"Puissent tous les êtres vivre en paix": libéré par le Venezuela, le Français Camilo Castro est arrivé en France

Détenu depuis quatre mois au Venezuela, le Français Camilo Castro a atterri à l'aéroport d'Orly, a appris BFMTV de source proche du dossier.
"Vive la liberté, vive l'égalité et vive la fraternité! (...) Puissent tous les êtres sur cette terre vivre libres de toute souffrance, vivre dans la paix, dans l'amour. Puissent tous les être vivre en paix, de la joie, de l'abondance", a-t-il déclaré depuis l'aéroport.

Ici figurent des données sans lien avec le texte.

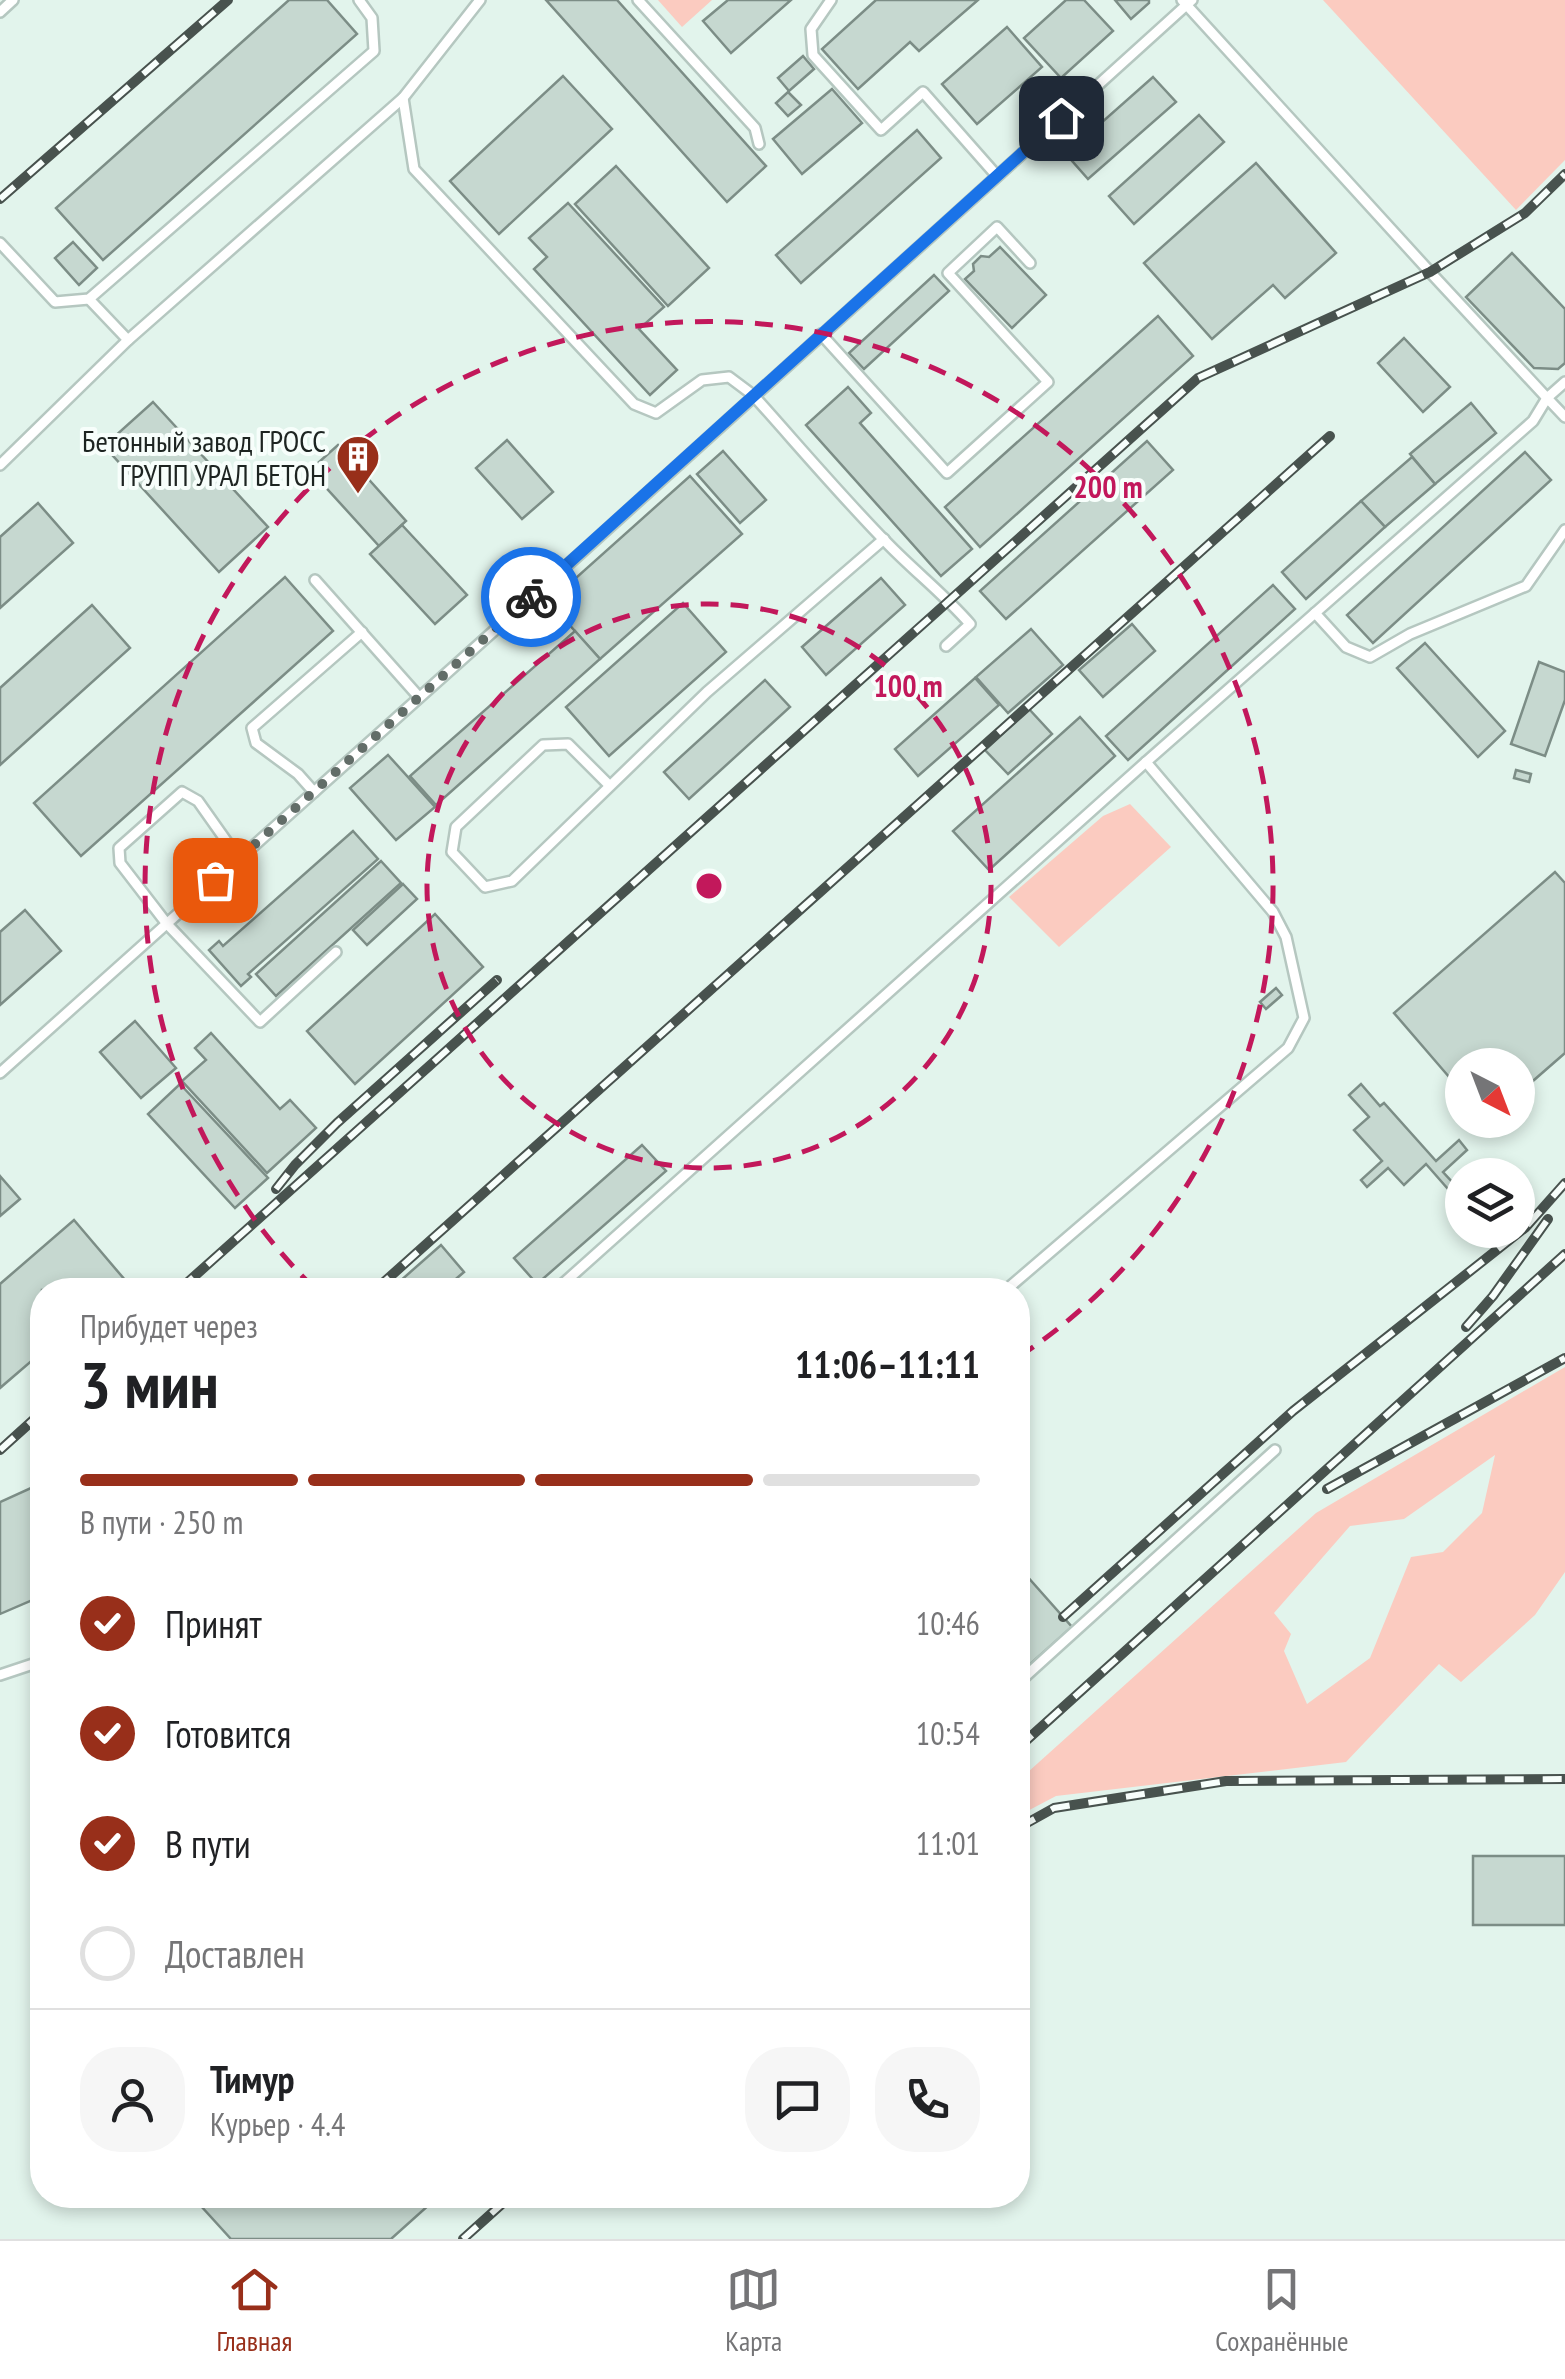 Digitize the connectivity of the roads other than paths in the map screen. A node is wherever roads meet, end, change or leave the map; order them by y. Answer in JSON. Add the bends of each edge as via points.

"Au moment où je l'ai accueilli avec sa famille, il a exprimé sa reconnaissance à l'égard du président de la République et le gouvernement pour avoir créé les conditions de cette libération", a expliqué ensuite le ministre des Affaires étrangères Jean-Noël Barrot.
Camilo Castro a connu "des conditions de détention extrêmement difficiles" au Venezuela où il a été arrêté en juin "sans motif", "parce qu'il était Français", a déclaré son beau-père Yves Guibert. Selon ce dernier, les autorités vénézuéliennes ont "injustement" accusé Camilo Castro "d'être un agent de la CIA, ce qu'il n'était absolument pas".
Camilo Castro avait disparu le 26 juin au poste-frontière de Paraguachon, séparant le Venezuela de la Colombie, où il réside. Il s'y était rendu pour renouveler son visa de séjour colombien, selon sa famille, avant de disparaître.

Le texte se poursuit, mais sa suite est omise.